However, the fact that this irritation existed and is still frequently expressed by politicians in respect of the ECHR and decisions of the Strasbourg Court let alone the EU and the ECJ is revealing of an important political facet of Brexit. For years running up to the Referendum the default position in British politics has been a willingness by politicians to promote international engagement, coupled with frequent unwillingness to debate or justify its implications for national sovereignty openly, a pattern of behaviour bound to build up hidden tension. And EU membership was of course a step change because the nature of the project and its complexity required there to be primacy of EU law and direct effect over the national law of member states in the event of an incompatibility in areas of EU competence.
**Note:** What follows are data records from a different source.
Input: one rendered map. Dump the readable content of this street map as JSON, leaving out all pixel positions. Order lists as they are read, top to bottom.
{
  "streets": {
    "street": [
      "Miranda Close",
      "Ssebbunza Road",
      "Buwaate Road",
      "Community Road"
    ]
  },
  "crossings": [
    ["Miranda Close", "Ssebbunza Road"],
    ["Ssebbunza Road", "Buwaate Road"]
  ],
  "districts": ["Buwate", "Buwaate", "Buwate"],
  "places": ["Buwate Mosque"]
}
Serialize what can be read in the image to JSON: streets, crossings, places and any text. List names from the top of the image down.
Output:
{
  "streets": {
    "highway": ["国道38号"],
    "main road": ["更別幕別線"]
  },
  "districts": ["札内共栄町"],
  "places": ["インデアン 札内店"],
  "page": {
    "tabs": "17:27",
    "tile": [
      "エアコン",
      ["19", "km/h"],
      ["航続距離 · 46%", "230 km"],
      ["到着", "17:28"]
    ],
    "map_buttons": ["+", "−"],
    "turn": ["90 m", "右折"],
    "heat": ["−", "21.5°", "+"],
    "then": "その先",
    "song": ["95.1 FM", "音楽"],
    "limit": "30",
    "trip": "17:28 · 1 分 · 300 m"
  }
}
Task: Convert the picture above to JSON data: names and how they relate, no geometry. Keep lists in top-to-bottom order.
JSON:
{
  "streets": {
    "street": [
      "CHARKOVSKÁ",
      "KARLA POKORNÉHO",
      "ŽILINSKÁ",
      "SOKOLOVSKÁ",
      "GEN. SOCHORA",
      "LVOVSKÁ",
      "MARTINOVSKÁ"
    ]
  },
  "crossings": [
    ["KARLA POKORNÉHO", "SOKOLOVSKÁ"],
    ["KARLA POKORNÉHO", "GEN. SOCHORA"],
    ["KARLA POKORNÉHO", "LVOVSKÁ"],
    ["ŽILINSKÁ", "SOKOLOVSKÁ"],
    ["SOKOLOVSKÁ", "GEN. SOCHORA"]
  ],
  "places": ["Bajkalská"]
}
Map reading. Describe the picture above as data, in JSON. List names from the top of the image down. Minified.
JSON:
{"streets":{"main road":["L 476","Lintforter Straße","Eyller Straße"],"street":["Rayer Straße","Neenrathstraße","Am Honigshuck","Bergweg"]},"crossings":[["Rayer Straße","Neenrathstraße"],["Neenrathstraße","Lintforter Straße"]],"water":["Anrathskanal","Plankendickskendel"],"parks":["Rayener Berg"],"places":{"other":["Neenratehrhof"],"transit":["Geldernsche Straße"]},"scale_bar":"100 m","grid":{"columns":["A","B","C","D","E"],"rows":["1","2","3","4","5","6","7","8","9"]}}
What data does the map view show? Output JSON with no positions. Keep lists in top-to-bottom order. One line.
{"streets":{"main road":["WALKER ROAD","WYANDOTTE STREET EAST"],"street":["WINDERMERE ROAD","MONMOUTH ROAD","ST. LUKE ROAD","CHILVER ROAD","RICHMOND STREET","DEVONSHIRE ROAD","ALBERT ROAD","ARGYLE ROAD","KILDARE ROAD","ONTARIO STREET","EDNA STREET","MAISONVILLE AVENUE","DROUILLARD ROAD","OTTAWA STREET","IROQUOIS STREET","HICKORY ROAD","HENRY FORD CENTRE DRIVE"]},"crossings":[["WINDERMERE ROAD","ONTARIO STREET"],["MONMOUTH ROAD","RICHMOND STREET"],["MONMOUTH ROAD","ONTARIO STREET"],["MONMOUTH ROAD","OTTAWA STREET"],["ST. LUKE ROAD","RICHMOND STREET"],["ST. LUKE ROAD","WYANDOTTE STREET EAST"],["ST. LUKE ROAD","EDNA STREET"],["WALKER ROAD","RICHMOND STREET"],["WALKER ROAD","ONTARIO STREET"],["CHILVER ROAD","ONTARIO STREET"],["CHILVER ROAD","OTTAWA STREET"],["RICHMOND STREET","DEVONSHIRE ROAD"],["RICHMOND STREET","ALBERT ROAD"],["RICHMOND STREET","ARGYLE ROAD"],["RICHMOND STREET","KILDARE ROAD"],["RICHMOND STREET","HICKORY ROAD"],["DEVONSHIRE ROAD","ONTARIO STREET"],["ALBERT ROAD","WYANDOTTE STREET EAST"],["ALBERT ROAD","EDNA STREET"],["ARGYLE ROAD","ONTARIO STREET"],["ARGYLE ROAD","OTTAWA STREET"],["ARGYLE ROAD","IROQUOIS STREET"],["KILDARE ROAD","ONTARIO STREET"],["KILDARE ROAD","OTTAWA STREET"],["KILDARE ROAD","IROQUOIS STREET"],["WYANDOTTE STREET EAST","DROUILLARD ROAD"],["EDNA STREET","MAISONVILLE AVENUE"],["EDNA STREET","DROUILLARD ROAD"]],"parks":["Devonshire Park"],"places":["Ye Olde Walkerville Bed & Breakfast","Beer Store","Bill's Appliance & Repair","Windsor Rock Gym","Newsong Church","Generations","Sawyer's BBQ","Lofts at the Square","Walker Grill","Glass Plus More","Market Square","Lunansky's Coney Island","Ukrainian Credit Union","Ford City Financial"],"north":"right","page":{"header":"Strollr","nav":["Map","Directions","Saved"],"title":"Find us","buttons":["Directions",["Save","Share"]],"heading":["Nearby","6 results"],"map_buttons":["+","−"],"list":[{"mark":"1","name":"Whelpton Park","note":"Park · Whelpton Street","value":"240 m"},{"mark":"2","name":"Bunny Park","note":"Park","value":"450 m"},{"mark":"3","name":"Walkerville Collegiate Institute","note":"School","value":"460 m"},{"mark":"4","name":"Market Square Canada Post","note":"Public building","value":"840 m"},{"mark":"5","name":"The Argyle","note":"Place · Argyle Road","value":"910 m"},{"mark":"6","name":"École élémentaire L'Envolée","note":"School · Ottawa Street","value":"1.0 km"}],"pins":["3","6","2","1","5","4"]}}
And this behaviour has suffused our political culture. Seeing that the image David Cameron chose to project as leader of the Opposition and, subsequently, as Prime Minster was of a high level of euro scepticism, it is not surprising that, when he had finished his negotiations in the spring of 2016 with our EU partners, he found himself in a poor position to explain and promote the benefits of continuing membership of the EU. He did not have political credibility. As I came to realise during the Referendum campaign, hostility and irritation with the EU, often for imprecise reasons, is a widespread cultural phenomenon and not, as I have often heard argued, confined to poorer voters in areas of economic decline. The most striking feature for me was the number who had plainly benefitted from EU membership in their own lives yet were happy to see those benefits set aside for the future, as an assertion of identity. Many of us in politics were quite content for years to adhere to the promulgation of a message that the EU was at best an irritating necessity. However, although our criticisms of it were often justified we failed to acknowledge or highlight its positive aspects. The Referendum campaign was a very poor forum for detailed debate. The outcome was, in these circumstances, not at all surprising, at least to me.
I apologise for taking a bit of time over these points, but they are important as they explain so much of the politics surrounding the issue of sovereignty that are now being played out, particularly within my own party.
Leavers celebrated the Referendum result as the necessary step to restoring Parliamentary sovereignty and nationhood; “Independence Day” as Boris Johnson continues to declare. But they then argued that Parliament’s new found sovereignty should not extend to legislating for, or even just approving, the triggering of the Article 50 process, as the people had spoken and nothing more was needed. It was argued that the Government had been turned into the agent of the people and was required to trigger Article 50 irrespective of how this might conflict with previous statute law or the consequences it might have for the acquired rights of the Queen’s subjects. This argument is entirely contrary to principles of constitutional law that in the words of Professor Dicey, and as cited in the “Miller” case, “the judges know nothing about any will of the people except in so far as it is expressed by an act of Parliament and would never suffer the validity of any statute to be questioned on the ground of its having been passed or kept alive in opposition to the wishes of the electors”.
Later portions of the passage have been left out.